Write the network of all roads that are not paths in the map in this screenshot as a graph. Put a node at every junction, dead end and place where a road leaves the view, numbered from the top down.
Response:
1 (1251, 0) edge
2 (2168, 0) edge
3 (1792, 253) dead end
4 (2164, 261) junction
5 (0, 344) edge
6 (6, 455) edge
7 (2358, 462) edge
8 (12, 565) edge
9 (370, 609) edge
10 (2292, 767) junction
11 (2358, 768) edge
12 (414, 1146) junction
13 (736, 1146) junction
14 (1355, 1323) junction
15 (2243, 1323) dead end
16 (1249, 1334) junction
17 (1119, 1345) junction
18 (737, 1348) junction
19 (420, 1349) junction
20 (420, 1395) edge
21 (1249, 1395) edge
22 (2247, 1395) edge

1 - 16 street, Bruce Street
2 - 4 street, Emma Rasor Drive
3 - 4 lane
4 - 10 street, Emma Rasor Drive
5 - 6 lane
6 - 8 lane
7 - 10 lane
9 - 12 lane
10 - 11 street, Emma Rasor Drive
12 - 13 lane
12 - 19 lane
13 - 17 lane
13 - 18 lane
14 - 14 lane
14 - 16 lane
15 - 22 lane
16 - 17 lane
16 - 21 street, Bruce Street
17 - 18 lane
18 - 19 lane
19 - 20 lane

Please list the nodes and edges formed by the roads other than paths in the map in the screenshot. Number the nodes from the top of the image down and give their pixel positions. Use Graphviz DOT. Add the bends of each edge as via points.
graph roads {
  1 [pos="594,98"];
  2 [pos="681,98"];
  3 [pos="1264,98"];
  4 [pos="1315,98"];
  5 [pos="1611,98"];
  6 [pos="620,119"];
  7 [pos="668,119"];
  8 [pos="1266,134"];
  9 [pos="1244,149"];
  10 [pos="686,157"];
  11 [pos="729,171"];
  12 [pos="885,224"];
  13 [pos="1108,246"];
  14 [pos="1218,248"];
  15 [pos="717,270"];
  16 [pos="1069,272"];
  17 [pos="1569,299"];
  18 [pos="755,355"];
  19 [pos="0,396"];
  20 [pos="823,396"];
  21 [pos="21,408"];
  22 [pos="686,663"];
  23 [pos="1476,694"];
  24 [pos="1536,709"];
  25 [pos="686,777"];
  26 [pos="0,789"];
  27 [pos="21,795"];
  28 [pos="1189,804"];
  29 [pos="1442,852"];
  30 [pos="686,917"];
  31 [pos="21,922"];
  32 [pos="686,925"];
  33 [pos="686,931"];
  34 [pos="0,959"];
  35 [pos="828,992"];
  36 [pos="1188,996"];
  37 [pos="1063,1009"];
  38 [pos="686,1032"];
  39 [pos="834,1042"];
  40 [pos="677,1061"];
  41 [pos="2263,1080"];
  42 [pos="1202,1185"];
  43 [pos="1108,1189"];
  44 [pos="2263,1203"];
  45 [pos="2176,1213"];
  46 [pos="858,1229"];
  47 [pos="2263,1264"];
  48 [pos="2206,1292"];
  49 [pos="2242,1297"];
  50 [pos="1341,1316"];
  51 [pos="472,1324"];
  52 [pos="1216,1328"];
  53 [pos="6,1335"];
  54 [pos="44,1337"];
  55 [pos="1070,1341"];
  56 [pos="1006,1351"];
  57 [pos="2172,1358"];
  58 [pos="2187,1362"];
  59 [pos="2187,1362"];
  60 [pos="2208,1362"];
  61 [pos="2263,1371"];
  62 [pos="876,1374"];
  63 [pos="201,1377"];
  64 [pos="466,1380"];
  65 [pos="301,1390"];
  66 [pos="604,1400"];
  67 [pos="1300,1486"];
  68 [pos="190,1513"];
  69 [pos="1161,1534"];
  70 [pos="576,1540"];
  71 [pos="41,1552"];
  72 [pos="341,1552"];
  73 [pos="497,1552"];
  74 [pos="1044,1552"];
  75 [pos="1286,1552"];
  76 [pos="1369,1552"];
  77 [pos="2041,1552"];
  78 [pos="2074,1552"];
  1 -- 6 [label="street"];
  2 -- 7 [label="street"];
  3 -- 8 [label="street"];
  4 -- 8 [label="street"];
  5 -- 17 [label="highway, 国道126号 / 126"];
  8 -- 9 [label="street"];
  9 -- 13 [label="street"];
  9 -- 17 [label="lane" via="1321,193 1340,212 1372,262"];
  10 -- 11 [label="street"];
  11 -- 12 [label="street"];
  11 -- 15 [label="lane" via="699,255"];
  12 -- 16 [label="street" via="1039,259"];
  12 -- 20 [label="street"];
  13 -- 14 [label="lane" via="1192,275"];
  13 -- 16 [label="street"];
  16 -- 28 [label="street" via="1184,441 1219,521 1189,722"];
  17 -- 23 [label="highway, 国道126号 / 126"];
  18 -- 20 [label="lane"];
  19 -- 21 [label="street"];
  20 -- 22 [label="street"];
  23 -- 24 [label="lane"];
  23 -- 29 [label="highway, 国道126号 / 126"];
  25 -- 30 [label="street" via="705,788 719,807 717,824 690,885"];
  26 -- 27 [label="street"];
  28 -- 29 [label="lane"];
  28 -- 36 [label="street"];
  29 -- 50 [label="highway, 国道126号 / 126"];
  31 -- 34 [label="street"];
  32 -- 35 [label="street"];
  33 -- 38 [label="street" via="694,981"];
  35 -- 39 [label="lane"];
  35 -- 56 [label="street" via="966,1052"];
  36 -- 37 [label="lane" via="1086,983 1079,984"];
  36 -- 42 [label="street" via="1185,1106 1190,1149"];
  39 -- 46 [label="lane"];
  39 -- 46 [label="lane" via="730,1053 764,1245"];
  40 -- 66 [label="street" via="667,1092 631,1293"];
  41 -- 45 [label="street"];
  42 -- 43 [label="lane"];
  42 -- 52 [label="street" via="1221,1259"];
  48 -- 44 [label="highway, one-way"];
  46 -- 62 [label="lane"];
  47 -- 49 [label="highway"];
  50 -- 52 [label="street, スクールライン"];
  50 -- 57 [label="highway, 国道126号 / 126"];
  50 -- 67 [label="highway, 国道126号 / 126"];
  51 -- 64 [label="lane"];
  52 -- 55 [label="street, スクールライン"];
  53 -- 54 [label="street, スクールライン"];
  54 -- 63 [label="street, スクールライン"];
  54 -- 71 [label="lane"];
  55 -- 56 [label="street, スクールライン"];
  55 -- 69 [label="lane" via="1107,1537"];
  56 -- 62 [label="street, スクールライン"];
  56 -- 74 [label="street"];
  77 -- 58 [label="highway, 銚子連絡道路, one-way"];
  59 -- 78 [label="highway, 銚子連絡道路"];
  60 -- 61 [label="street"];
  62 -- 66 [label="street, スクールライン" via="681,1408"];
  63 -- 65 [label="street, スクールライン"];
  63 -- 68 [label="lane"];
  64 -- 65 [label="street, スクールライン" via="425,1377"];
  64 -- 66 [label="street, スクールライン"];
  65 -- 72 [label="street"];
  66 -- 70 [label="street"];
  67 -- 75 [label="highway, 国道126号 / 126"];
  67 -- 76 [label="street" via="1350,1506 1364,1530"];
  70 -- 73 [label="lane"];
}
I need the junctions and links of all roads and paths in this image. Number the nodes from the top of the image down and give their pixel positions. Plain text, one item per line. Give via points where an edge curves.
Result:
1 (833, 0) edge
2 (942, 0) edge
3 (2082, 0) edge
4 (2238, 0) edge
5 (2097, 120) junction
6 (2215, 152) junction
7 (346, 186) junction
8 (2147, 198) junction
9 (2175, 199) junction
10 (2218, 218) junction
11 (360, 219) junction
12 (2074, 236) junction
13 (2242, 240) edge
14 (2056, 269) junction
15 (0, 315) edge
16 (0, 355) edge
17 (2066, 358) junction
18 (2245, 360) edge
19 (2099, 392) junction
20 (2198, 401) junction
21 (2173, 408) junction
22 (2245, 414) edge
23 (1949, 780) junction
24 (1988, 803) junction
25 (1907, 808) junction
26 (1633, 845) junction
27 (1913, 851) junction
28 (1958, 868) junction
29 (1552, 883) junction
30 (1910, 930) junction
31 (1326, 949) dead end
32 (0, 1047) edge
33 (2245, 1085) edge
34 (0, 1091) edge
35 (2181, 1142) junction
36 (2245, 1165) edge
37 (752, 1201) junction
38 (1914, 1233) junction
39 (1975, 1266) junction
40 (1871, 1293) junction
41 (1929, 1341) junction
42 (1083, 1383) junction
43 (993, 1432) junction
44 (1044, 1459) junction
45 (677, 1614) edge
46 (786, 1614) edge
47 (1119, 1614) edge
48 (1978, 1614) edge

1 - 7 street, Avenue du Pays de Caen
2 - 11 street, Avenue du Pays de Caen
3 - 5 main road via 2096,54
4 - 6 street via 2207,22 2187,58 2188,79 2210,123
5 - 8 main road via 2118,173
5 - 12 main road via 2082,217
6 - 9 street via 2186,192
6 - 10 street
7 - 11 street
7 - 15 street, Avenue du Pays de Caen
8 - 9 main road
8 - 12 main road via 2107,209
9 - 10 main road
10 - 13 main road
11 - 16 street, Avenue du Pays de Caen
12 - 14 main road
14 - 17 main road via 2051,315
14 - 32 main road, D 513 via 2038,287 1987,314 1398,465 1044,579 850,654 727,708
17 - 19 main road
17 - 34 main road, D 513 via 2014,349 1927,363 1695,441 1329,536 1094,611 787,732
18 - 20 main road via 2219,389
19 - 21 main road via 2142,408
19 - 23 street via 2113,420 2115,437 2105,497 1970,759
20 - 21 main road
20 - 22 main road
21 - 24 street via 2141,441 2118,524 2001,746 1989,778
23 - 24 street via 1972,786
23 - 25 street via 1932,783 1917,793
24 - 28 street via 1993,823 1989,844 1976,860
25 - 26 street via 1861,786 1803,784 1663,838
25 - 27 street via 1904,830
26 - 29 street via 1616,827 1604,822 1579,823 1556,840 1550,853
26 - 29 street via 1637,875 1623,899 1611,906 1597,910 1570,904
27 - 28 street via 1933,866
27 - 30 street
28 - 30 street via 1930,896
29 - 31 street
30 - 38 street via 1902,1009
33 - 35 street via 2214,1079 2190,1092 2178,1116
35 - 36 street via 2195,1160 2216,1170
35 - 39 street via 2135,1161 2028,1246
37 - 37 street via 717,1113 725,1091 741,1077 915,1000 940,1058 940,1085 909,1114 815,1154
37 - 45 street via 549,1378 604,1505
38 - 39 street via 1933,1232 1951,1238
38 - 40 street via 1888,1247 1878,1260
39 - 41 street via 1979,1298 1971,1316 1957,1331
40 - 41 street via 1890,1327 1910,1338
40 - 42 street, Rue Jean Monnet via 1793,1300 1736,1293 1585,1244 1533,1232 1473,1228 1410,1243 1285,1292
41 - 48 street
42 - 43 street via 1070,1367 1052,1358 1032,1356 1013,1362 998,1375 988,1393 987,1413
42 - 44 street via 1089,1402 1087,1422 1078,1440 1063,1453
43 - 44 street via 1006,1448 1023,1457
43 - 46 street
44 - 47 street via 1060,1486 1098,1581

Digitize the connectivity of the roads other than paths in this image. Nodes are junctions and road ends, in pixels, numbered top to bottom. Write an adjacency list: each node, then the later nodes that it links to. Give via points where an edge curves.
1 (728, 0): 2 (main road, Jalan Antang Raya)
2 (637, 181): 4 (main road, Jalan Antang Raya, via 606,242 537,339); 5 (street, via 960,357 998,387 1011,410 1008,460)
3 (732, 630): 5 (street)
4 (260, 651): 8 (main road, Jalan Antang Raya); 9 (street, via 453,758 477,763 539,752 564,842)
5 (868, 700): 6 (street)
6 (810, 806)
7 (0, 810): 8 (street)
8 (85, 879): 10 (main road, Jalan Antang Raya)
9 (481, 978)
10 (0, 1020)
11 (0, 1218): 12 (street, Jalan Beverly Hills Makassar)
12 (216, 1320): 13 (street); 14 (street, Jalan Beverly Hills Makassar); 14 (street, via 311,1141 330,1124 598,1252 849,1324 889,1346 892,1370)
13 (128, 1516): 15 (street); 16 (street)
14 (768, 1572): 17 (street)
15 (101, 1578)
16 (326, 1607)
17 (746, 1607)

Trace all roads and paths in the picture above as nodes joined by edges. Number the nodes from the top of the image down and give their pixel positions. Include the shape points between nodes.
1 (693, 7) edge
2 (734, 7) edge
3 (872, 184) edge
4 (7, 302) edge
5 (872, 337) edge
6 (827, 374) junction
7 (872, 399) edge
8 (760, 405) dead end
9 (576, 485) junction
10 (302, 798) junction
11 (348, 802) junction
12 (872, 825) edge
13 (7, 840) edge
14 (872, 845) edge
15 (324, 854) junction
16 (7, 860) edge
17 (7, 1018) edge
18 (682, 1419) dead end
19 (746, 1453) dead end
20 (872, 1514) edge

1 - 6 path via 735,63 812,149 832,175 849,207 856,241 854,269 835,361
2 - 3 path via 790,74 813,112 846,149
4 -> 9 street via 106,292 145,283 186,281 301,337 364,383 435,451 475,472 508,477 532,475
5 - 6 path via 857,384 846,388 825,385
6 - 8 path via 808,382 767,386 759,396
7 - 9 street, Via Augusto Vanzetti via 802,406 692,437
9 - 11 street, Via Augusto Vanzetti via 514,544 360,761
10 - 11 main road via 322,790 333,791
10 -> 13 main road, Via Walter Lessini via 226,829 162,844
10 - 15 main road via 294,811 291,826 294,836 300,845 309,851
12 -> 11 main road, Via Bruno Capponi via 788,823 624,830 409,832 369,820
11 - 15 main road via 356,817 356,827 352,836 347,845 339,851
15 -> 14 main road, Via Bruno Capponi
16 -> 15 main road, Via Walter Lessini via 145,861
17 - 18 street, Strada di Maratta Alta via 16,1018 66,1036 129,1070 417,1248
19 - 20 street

**What to do**
Count the lines of the material above that contain the word "paths", then give only that count.

**Exercise response**
5